§ Exercise:
Print out the entries, word for word.

§ Provided records:
++++++++
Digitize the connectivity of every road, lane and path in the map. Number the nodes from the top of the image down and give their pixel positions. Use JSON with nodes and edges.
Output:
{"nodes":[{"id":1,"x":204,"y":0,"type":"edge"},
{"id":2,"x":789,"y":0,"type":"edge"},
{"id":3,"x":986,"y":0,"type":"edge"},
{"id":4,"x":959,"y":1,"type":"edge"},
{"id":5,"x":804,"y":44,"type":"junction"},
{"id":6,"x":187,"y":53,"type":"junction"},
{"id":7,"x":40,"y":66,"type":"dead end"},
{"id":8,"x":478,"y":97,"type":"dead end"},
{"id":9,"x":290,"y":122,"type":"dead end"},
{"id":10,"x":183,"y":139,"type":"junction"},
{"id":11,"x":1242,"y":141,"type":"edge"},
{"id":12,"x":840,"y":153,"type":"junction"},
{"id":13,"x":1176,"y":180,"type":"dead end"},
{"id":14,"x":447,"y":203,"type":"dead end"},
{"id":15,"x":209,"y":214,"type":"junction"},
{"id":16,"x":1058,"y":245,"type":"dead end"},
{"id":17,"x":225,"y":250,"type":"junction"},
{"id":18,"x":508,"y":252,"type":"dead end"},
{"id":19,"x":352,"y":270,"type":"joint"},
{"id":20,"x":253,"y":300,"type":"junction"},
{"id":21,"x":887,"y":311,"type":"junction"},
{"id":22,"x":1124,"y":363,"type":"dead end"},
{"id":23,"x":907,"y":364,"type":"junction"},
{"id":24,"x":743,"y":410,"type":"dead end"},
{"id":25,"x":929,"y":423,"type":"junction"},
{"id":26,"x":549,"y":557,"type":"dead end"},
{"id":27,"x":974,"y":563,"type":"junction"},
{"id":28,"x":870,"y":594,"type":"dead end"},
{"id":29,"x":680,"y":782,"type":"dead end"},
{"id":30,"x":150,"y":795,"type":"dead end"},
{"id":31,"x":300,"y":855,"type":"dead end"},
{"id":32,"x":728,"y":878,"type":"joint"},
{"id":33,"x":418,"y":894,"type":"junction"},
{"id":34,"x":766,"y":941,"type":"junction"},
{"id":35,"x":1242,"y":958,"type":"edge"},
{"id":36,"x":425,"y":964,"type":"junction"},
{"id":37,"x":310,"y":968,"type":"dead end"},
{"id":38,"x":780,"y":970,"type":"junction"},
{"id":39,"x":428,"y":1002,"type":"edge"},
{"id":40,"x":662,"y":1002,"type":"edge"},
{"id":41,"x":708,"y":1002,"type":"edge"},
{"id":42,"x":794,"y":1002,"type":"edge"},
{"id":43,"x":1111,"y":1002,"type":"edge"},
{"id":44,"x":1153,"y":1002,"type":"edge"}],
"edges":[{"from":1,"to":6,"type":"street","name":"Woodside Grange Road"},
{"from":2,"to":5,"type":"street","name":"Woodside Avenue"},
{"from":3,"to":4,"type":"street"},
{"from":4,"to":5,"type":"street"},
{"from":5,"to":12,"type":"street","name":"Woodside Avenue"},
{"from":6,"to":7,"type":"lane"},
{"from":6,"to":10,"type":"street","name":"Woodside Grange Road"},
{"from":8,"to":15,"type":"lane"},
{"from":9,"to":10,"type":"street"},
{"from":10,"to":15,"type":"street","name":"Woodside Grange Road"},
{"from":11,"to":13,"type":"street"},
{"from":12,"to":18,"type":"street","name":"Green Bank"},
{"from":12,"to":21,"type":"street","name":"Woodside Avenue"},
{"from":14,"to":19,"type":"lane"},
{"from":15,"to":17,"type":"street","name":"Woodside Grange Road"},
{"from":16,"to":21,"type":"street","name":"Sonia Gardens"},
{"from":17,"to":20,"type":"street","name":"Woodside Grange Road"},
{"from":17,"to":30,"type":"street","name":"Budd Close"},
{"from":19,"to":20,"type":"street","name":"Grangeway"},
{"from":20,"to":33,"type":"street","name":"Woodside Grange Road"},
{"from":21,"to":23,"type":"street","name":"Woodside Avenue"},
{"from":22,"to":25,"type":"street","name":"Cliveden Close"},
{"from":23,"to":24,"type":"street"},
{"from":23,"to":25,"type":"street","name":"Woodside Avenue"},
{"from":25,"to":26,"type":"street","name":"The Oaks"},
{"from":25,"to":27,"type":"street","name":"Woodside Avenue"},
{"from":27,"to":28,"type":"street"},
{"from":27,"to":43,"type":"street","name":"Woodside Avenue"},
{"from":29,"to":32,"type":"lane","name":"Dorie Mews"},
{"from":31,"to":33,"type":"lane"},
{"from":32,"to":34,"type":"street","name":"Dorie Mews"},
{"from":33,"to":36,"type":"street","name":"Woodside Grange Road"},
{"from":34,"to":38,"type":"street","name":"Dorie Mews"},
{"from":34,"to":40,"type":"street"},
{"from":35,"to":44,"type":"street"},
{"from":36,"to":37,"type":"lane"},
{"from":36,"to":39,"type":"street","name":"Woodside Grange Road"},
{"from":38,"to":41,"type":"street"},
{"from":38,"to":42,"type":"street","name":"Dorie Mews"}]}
++++++++
§ Task output:
Digitize the connectivity of every road, lane and path in the map. Number the nodes from the top of the image down and give their pixel positions. Use JSON with nodes and edges.
Output:
{"nodes":[{"id":1,"x":204,"y":0,"type":"edge"},
{"id":2,"x":789,"y":0,"type":"edge"},
{"id":3,"x":986,"y":0,"type":"edge"},
{"id":4,"x":959,"y":1,"type":"edge"},
{"id":5,"x":804,"y":44,"type":"junction"},
{"id":6,"x":187,"y":53,"type":"junction"},
{"id":7,"x":40,"y":66,"type":"dead end"},
{"id":8,"x":478,"y":97,"type":"dead end"},
{"id":9,"x":290,"y":122,"type":"dead end"},
{"id":10,"x":183,"y":139,"type":"junction"},
{"id":11,"x":1242,"y":141,"type":"edge"},
{"id":12,"x":840,"y":153,"type":"junction"},
{"id":13,"x":1176,"y":180,"type":"dead end"},
{"id":14,"x":447,"y":203,"type":"dead end"},
{"id":15,"x":209,"y":214,"type":"junction"},
{"id":16,"x":1058,"y":245,"type":"dead end"},
{"id":17,"x":225,"y":250,"type":"junction"},
{"id":18,"x":508,"y":252,"type":"dead end"},
{"id":19,"x":352,"y":270,"type":"joint"},
{"id":20,"x":253,"y":300,"type":"junction"},
{"id":21,"x":887,"y":311,"type":"junction"},
{"id":22,"x":1124,"y":363,"type":"dead end"},
{"id":23,"x":907,"y":364,"type":"junction"},
{"id":24,"x":743,"y":410,"type":"dead end"},
{"id":25,"x":929,"y":423,"type":"junction"},
{"id":26,"x":549,"y":557,"type":"dead end"},
{"id":27,"x":974,"y":563,"type":"junction"},
{"id":28,"x":870,"y":594,"type":"dead end"},
{"id":29,"x":680,"y":782,"type":"dead end"},
{"id":30,"x":150,"y":795,"type":"dead end"},
{"id":31,"x":300,"y":855,"type":"dead end"},
{"id":32,"x":728,"y":878,"type":"joint"},
{"id":33,"x":418,"y":894,"type":"junction"},
{"id":34,"x":766,"y":941,"type":"junction"},
{"id":35,"x":1242,"y":958,"type":"edge"},
{"id":36,"x":425,"y":964,"type":"junction"},
{"id":37,"x":310,"y":968,"type":"dead end"},
{"id":38,"x":780,"y":970,"type":"junction"},
{"id":39,"x":428,"y":1002,"type":"edge"},
{"id":40,"x":662,"y":1002,"type":"edge"},
{"id":41,"x":708,"y":1002,"type":"edge"},
{"id":42,"x":794,"y":1002,"type":"edge"},
{"id":43,"x":1111,"y":1002,"type":"edge"},
{"id":44,"x":1153,"y":1002,"type":"edge"}],
"edges":[{"from":1,"to":6,"type":"street","name":"Woodside Grange Road"},
{"from":2,"to":5,"type":"street","name":"Woodside Avenue"},
{"from":3,"to":4,"type":"street"},
{"from":4,"to":5,"type":"street"},
{"from":5,"to":12,"type":"street","name":"Woodside Avenue"},
{"from":6,"to":7,"type":"lane"},
{"from":6,"to":10,"type":"street","name":"Woodside Grange Road"},
{"from":8,"to":15,"type":"lane"},
{"from":9,"to":10,"type":"street"},
{"from":10,"to":15,"type":"street","name":"Woodside Grange Road"},
{"from":11,"to":13,"type":"street"},
{"from":12,"to":18,"type":"street","name":"Green Bank"},
{"from":12,"to":21,"type":"street","name":"Woodside Avenue"},
{"from":14,"to":19,"type":"lane"},
{"from":15,"to":17,"type":"street","name":"Woodside Grange Road"},
{"from":16,"to":21,"type":"street","name":"Sonia Gardens"},
{"from":17,"to":20,"type":"street","name":"Woodside Grange Road"},
{"from":17,"to":30,"type":"street","name":"Budd Close"},
{"from":19,"to":20,"type":"street","name":"Grangeway"},
{"from":20,"to":33,"type":"street","name":"Woodside Grange Road"},
{"from":21,"to":23,"type":"street","name":"Woodside Avenue"},
{"from":22,"to":25,"type":"street","name":"Cliveden Close"},
{"from":23,"to":24,"type":"street"},
{"from":23,"to":25,"type":"street","name":"Woodside Avenue"},
{"from":25,"to":26,"type":"street","name":"The Oaks"},
{"from":25,"to":27,"type":"street","name":"Woodside Avenue"},
{"from":27,"to":28,"type":"street"},
{"from":27,"to":43,"type":"street","name":"Woodside Avenue"},
{"from":29,"to":32,"type":"lane","name":"Dorie Mews"},
{"from":31,"to":33,"type":"lane"},
{"from":32,"to":34,"type":"street","name":"Dorie Mews"},
{"from":33,"to":36,"type":"street","name":"Woodside Grange Road"},
{"from":34,"to":38,"type":"street","name":"Dorie Mews"},
{"from":34,"to":40,"type":"street"},
{"from":35,"to":44,"type":"street"},
{"from":36,"to":37,"type":"lane"},
{"from":36,"to":39,"type":"street","name":"Woodside Grange Road"},
{"from":38,"to":41,"type":"street"},
{"from":38,"to":42,"type":"street","name":"Dorie Mews"}]}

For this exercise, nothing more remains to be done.